電子メール(E-MAIL)の頭についているメールに関する情報が記載されている部分。
ユーザが記述した件名、送信者名、宛先などの他に、メールが送信された日時やメールが通った経路などが記述されている。
尚、Outlook Expressでは、メールを右クリック>「プロパティ」でヘッダが表示される。

ヘッダー名 意味


From 送り主(名義上の差出人)のメールアドレス
Sender メールを実際に送信した人のメールアドレス(転送途中でエラーが発生した場合の通知先になる)
Reply-To 返信メールの受付先のメールアドレス

To 宛先のメールアドレス
Cc メールの控えを送る宛先のメールアドレス
Bcc メールの控えを送る宛先(隠蔽)のメールアドレス

Message-ID メッセージの識別番号
In-Reply-To どのメールに対する返信かを示す識別番号
References 参照したメールの識別番号
Keywords 検索のためのキーワード


Subject タイトル
Comments メールのコメント
Encrypted 暗号化アルゴリズムの指定(RFCで規定)
Date 送信された日時
Errors-To エラー発生時の連絡先のメールアドレス
Status メッセージの未読・既読の記録

Return-Path メールを戻すための経路のメールアドレス
Received メールを中継したサーバ(MTAによって付けられる転送記録)From、by、Withなどで転送元、転送先、プロトコルなどを記述




X-Mailer 送信時に使ったメールソフト
X-Priority、
X-Msmail-Prioriry
メールの優先度


複数の宛先がある場合は、カンマで区切る。

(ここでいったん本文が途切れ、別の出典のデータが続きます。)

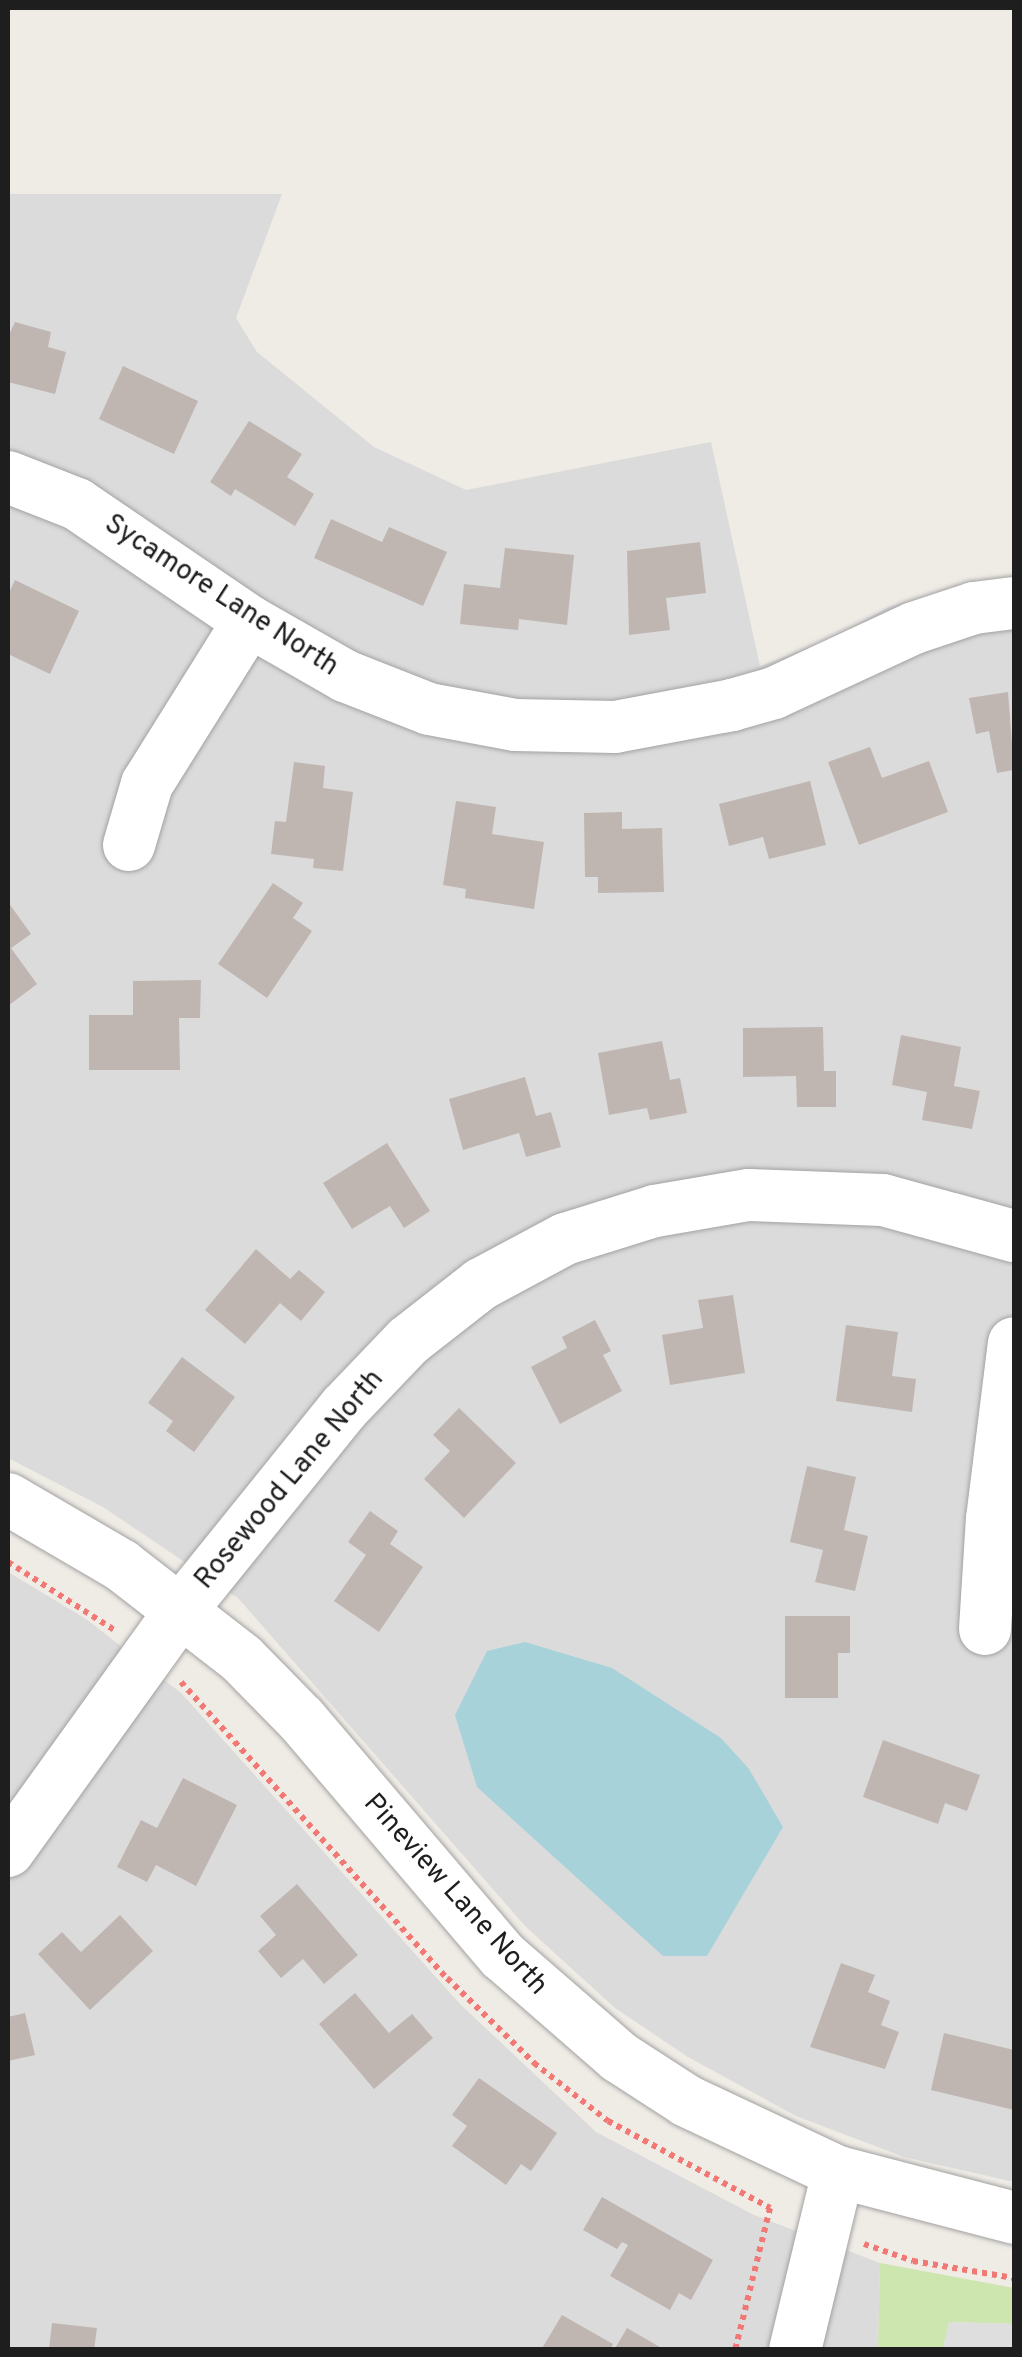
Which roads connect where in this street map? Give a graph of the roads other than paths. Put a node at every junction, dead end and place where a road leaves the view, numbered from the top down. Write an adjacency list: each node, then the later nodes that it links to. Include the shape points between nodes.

メールアドレスを<、>または( )で囲み、その前後に宛先の名前を自由に書いてよい。送信日時の形式は規格で規定されており、日本から送信されたメールには日時の最後に +0900 と書かれている。これは、グリニッジ標準時から9時間進んでいることを示す。
Receivedヘッダは、メールが通過したサーバの数だけ現れる。 Receivedヘッダは、いくつかのパートに分かれている。

Receivedヘッダのパート

識別子 内容
from 送信サーバ名
by 受信サーバ名
with 転送プロトコル
id 転送の識別子
for 送信先のメールアドレス
; 転送が行われた日時

参考:メールの管理者のメールアドレスは、通常「postmaster@サーバ名」。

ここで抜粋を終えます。